Stored items:
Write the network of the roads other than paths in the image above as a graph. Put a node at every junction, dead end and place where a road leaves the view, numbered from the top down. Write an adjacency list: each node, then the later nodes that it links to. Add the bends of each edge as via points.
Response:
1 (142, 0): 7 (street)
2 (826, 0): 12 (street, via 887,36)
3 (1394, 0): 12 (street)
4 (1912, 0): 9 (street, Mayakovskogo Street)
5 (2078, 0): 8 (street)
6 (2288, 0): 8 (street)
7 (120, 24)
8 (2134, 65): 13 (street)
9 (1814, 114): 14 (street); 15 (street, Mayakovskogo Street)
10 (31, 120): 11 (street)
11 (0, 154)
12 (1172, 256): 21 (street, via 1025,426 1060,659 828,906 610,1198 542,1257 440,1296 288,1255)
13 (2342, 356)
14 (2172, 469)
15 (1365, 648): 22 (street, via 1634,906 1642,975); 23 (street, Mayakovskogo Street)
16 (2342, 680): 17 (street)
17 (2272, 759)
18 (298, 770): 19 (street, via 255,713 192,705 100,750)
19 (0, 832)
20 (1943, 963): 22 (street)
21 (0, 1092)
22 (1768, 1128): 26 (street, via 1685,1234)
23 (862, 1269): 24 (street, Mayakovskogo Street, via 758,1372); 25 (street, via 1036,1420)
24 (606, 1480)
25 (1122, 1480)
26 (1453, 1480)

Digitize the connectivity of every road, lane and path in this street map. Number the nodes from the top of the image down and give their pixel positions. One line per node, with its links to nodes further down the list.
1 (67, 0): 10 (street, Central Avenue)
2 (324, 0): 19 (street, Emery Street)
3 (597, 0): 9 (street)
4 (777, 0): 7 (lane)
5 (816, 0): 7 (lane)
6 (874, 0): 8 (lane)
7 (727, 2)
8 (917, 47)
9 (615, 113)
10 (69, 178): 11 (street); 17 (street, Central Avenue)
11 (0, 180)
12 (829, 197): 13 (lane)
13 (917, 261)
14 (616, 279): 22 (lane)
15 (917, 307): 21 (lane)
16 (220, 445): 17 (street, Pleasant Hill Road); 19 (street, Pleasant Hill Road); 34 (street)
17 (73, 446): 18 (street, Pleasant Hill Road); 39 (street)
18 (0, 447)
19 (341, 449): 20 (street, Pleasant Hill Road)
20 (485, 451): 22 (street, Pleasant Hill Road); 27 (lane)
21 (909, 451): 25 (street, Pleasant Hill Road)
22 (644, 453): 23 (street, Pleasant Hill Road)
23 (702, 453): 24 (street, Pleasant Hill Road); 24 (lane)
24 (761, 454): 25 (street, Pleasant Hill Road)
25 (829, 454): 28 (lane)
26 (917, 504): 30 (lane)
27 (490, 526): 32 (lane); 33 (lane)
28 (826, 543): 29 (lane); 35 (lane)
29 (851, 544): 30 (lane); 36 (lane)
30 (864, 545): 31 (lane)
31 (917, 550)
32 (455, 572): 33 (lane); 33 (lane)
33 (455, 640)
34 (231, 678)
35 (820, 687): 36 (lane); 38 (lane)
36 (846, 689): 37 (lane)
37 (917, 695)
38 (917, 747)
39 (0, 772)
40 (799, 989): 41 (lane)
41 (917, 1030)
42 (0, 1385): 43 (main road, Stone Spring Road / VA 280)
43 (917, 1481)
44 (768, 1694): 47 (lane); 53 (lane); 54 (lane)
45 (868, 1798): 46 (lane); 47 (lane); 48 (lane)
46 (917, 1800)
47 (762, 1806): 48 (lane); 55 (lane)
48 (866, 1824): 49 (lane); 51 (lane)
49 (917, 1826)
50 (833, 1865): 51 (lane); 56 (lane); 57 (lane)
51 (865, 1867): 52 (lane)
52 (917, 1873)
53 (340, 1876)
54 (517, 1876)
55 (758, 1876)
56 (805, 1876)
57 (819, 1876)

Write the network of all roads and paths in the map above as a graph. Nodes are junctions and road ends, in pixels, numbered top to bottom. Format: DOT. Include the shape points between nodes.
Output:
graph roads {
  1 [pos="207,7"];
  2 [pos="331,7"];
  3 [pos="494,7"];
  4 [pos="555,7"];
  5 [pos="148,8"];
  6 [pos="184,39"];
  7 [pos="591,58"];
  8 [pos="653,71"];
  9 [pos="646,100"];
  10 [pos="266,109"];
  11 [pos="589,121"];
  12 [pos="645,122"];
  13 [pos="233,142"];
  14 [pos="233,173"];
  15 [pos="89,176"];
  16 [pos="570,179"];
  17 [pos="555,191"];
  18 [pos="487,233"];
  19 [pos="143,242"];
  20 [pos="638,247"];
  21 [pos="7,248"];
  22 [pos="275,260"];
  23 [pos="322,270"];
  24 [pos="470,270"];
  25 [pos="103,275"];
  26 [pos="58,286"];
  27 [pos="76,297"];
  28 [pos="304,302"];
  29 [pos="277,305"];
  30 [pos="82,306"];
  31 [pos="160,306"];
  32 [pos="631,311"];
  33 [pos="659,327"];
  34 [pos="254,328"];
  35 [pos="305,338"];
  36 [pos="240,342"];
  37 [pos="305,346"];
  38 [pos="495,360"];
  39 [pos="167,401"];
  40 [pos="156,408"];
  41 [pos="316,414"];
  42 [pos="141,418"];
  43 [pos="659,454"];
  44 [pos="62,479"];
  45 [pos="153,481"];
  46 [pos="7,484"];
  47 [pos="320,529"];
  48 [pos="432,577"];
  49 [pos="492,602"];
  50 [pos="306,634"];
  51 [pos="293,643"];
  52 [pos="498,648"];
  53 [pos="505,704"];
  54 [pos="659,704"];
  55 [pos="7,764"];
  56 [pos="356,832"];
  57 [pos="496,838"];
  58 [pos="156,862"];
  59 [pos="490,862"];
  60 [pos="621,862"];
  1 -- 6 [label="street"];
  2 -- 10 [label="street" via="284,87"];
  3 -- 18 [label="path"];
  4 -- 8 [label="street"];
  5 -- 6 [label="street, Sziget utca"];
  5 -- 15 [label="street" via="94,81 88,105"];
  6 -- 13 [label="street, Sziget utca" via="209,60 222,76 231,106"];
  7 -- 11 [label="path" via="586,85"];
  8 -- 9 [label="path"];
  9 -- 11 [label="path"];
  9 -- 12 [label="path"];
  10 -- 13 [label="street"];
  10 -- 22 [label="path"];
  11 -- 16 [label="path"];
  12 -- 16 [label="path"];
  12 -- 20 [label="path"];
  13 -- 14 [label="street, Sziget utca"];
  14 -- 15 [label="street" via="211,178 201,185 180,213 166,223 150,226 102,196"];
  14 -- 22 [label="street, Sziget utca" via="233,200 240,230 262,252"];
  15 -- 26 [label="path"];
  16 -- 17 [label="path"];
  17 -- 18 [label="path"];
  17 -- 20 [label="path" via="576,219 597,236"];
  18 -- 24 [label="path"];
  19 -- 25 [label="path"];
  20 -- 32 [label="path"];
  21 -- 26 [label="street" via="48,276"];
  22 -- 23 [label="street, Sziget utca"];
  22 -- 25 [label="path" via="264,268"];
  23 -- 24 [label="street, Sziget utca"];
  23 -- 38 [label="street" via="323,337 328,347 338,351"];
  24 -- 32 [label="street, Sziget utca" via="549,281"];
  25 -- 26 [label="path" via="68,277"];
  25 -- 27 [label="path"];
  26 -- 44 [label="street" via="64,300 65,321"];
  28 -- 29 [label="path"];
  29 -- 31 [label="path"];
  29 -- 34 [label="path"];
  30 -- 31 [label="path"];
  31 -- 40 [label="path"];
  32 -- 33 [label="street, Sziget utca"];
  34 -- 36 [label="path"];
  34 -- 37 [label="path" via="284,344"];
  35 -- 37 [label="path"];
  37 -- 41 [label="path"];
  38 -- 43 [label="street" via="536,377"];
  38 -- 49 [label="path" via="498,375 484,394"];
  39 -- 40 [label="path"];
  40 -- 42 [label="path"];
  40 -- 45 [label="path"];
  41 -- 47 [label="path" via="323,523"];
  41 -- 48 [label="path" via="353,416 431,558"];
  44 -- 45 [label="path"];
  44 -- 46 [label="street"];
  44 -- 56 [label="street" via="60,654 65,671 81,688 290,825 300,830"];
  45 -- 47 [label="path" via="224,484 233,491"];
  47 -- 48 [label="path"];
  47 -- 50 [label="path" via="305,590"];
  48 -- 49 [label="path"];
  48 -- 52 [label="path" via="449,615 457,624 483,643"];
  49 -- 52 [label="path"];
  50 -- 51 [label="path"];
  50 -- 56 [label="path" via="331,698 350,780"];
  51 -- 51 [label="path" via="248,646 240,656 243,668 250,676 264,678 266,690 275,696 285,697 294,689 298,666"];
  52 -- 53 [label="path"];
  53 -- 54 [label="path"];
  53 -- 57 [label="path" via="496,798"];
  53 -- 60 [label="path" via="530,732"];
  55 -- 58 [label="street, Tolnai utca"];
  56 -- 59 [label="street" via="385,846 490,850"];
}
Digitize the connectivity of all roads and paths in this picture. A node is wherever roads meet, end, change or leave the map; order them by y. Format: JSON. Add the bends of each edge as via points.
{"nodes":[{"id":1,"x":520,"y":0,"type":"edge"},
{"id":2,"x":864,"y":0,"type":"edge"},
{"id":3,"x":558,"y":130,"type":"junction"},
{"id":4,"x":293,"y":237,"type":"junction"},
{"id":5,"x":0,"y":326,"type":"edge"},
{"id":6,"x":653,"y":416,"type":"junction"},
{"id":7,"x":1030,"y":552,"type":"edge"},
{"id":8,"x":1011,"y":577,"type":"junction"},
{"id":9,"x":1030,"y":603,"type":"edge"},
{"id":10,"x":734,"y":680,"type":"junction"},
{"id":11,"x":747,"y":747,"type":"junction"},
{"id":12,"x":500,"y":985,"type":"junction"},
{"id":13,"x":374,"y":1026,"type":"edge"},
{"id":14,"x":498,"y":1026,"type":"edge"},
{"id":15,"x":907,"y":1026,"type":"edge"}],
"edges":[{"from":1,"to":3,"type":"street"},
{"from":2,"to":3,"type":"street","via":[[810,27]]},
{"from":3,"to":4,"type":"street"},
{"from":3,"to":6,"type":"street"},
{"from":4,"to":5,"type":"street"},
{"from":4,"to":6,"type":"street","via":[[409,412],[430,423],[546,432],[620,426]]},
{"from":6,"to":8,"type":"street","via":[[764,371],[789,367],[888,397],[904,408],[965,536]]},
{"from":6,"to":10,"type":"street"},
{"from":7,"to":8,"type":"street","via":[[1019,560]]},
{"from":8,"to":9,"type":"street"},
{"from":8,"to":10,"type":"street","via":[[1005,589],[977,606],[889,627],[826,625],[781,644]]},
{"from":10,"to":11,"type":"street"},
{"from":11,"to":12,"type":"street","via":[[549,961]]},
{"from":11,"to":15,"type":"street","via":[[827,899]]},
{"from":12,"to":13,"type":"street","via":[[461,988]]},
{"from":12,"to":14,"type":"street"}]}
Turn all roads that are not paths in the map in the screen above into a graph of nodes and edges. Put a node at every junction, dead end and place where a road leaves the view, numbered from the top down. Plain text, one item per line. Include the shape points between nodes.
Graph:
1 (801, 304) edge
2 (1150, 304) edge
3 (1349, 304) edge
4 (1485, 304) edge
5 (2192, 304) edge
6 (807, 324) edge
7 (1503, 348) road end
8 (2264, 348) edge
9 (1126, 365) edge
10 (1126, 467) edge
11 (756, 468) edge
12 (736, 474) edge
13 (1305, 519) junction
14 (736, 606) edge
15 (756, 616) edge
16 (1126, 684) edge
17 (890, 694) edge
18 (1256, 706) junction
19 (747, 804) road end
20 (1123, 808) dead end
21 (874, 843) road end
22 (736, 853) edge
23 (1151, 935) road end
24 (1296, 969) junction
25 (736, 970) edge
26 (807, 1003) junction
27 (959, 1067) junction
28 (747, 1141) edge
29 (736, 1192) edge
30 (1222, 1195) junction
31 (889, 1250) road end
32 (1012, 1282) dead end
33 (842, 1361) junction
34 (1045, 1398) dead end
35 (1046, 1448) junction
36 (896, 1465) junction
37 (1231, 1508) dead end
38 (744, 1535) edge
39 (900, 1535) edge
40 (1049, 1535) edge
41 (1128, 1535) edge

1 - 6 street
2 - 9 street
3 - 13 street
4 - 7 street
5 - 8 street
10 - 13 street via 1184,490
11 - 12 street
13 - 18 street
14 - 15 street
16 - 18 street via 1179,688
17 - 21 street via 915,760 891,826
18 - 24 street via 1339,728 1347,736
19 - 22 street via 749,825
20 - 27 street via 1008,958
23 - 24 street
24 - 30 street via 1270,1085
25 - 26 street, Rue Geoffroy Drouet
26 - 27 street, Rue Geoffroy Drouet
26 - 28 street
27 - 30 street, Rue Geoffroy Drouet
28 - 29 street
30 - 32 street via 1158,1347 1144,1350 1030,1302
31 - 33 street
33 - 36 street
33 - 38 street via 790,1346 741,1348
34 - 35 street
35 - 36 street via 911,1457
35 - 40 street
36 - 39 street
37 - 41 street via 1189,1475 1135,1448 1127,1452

WHAT THIS TASK INVOLVES: Wherever the string "links" occurs in the data, copy the line that holds it.

TASK RESPONSE:
Write the network of the roads other than paths in the image above as a graph. Put a node at every junction, dead end and place where a road leaves the view, numbered from the top down. Write an adjacency list: each node, then the later nodes that it links to. Add the bends of each edge as via points.
Digitize the connectivity of every road, lane and path in this street map. Number the nodes from the top of the image down and give their pixel positions. One line per node, with its links to nodes further down the list.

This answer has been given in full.